La réouverture de ce passage essentiel du commerce mondial est-elle pour bientôt ? "Les coordonnées géographiques du tracé envisagé par les deux parties ont été approuvées", a annoncé Esmaïl Baghaï, le porte-parole de la diplomatie iranienne, cité par l'agence de presse officielle Irna.

Le porte-parole a précisé que l'Iran et Oman travaillaient à une "déclaration conjointe", sous réserve que des "parties tierces ne viennent pas entraver le processus", car "les facteurs rendant le détroit d'Ormuz peu sûr existent toujours du côté des Etats-Unis".

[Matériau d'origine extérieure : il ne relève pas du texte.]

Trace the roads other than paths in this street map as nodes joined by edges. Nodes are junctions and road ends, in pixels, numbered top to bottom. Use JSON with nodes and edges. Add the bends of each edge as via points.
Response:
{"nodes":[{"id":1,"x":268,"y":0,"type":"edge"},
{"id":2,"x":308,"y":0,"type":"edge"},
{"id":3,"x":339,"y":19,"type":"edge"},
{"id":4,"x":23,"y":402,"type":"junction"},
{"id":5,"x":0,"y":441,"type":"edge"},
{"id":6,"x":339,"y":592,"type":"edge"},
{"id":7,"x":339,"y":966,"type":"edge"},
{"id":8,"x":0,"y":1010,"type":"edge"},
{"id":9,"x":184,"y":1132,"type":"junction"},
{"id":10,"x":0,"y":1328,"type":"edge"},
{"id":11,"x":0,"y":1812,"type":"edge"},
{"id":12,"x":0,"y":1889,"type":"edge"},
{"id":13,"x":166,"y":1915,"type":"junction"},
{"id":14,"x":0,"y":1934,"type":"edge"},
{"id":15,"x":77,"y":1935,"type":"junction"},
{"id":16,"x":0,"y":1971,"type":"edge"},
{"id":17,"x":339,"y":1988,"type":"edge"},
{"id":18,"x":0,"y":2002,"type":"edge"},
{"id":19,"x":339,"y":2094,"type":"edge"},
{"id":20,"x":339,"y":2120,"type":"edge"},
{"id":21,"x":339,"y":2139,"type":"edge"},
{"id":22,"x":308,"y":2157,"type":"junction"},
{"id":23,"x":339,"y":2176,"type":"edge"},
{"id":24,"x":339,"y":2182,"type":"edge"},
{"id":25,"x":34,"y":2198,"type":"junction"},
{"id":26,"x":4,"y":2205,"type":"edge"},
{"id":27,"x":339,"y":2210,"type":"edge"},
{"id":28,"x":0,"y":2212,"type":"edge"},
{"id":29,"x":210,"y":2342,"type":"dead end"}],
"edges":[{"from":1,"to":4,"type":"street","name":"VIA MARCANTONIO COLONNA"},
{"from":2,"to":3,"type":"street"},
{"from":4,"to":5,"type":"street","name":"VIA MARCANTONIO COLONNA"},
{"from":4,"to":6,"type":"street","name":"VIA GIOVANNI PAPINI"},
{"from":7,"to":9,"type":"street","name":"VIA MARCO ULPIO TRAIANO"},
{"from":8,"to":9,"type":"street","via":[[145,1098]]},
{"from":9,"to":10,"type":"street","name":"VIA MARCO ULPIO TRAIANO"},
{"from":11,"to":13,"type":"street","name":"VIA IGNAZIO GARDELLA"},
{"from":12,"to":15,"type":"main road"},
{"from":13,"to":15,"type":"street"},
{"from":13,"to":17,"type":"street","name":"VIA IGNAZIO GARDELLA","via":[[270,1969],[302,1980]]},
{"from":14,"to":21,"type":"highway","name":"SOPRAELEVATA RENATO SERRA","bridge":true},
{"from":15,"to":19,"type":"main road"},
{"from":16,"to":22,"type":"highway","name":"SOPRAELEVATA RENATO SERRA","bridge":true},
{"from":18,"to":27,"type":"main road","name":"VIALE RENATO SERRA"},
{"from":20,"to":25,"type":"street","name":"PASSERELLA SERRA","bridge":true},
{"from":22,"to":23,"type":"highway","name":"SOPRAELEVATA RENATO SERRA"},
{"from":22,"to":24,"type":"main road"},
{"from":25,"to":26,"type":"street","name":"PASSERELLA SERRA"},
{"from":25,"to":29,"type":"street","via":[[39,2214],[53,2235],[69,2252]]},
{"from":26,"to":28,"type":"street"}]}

Le président américain, Donald Trump, a affirmé à plusieurs reprises que Téhéran souhaitait conclure un accord pour rouvrir cette route à la navigation, et a affirmé mardi que le détroit rouvrirait "très bientôt", sans quoi l'Iran serait frappé "très fort". Mais l'Iran a démenti toute discussion avec Washington et affirme qu'il s'entendra plutôt avec son voisin de l'autre côté du détroit, Oman.

Téhéran ne veut pas d'un retour à la situation d'avant-guerre et n'autorise pour l'heure qu'un seul itinéraire le long de ses côtes. Il envisage d'imposer des frais de service, rejetés par les Etats-Unis et d'autres pays et allant à l'encontre du droit international de la mer.